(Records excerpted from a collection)
┄┄┄┄┄┄┄┄┄┄┄┄┄┄┄┄┄┄┄┄

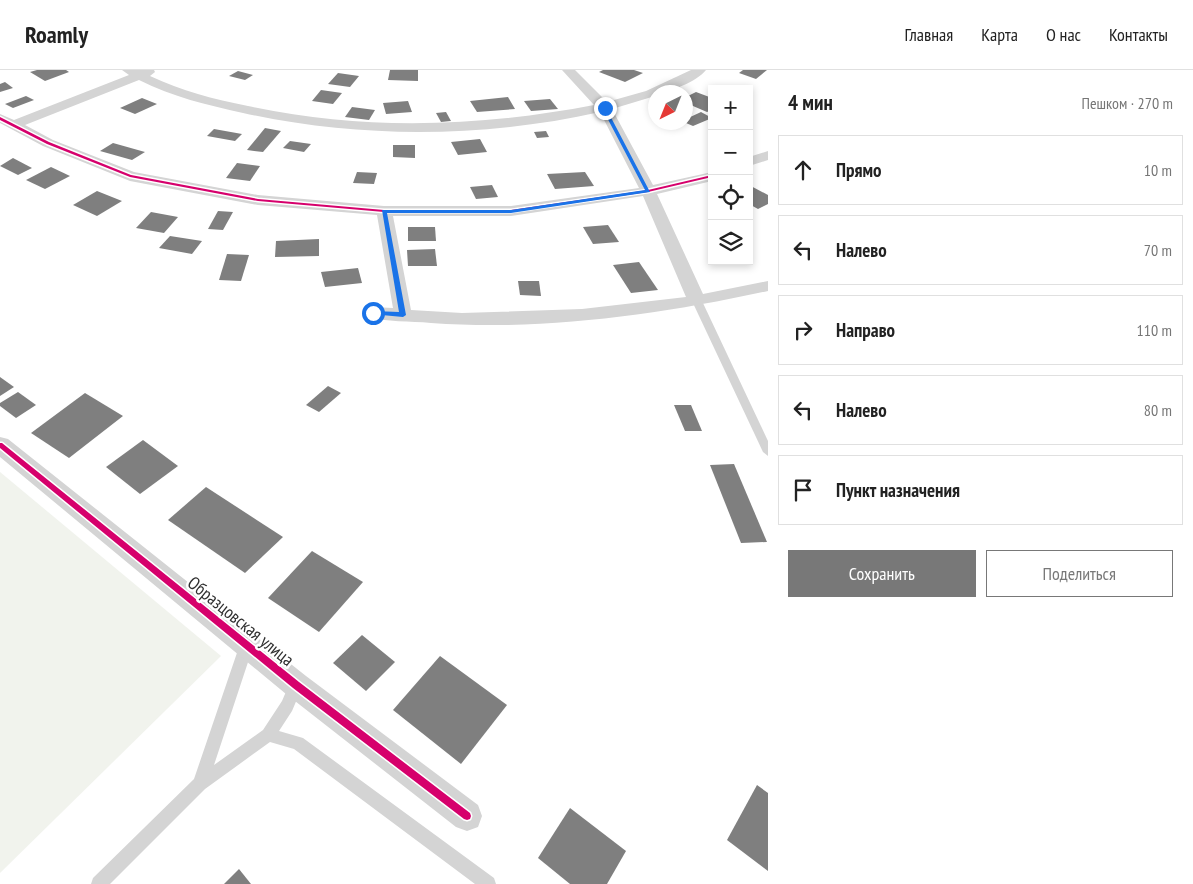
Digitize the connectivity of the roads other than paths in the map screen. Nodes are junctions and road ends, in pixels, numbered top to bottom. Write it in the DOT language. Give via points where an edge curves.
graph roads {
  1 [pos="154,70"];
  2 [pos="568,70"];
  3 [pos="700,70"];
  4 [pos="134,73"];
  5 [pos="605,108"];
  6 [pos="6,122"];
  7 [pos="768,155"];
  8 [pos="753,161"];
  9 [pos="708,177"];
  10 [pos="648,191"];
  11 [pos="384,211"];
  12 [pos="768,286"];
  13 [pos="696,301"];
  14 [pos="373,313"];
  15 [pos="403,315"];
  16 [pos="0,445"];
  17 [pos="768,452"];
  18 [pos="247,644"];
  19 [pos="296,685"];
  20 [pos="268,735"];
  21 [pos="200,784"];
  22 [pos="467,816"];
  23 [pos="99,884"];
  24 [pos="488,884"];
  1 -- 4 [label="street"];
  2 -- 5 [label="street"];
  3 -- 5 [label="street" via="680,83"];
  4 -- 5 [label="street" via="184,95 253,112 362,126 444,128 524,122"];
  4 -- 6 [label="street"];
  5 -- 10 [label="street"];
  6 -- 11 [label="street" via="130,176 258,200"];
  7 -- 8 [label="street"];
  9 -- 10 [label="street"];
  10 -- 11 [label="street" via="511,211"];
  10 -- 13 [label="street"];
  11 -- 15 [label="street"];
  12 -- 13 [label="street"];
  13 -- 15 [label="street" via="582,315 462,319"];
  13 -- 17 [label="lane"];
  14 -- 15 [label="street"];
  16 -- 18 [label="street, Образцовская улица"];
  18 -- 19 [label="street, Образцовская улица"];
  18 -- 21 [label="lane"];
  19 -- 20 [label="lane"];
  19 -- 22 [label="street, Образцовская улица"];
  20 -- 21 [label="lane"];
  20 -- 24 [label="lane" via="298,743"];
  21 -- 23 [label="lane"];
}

┄┄┄┄┄┄┄┄┄┄┄┄┄┄┄┄┄┄┄┄

Copy every record exactly as it appears, apart from any pictures.

Digitize the connectivity of the roads other than paths in the map screen. Nodes are junctions and road ends, in pixels, numbered top to bottom. Write it in the DOT language. Give via points where an edge curves.
graph roads {
  1 [pos="154,70"];
  2 [pos="568,70"];
  3 [pos="700,70"];
  4 [pos="134,73"];
  5 [pos="605,108"];
  6 [pos="6,122"];
  7 [pos="768,155"];
  8 [pos="753,161"];
  9 [pos="708,177"];
  10 [pos="648,191"];
  11 [pos="384,211"];
  12 [pos="768,286"];
  13 [pos="696,301"];
  14 [pos="373,313"];
  15 [pos="403,315"];
  16 [pos="0,445"];
  17 [pos="768,452"];
  18 [pos="247,644"];
  19 [pos="296,685"];
  20 [pos="268,735"];
  21 [pos="200,784"];
  22 [pos="467,816"];
  23 [pos="99,884"];
  24 [pos="488,884"];
  1 -- 4 [label="street"];
  2 -- 5 [label="street"];
  3 -- 5 [label="street" via="680,83"];
  4 -- 5 [label="street" via="184,95 253,112 362,126 444,128 524,122"];
  4 -- 6 [label="street"];
  5 -- 10 [label="street"];
  6 -- 11 [label="street" via="130,176 258,200"];
  7 -- 8 [label="street"];
  9 -- 10 [label="street"];
  10 -- 11 [label="street" via="511,211"];
  10 -- 13 [label="street"];
  11 -- 15 [label="street"];
  12 -- 13 [label="street"];
  13 -- 15 [label="street" via="582,315 462,319"];
  13 -- 17 [label="lane"];
  14 -- 15 [label="street"];
  16 -- 18 [label="street, Образцовская улица"];
  18 -- 19 [label="street, Образцовская улица"];
  18 -- 21 [label="lane"];
  19 -- 20 [label="lane"];
  19 -- 22 [label="street, Образцовская улица"];
  20 -- 21 [label="lane"];
  20 -- 24 [label="lane" via="298,743"];
  21 -- 23 [label="lane"];
}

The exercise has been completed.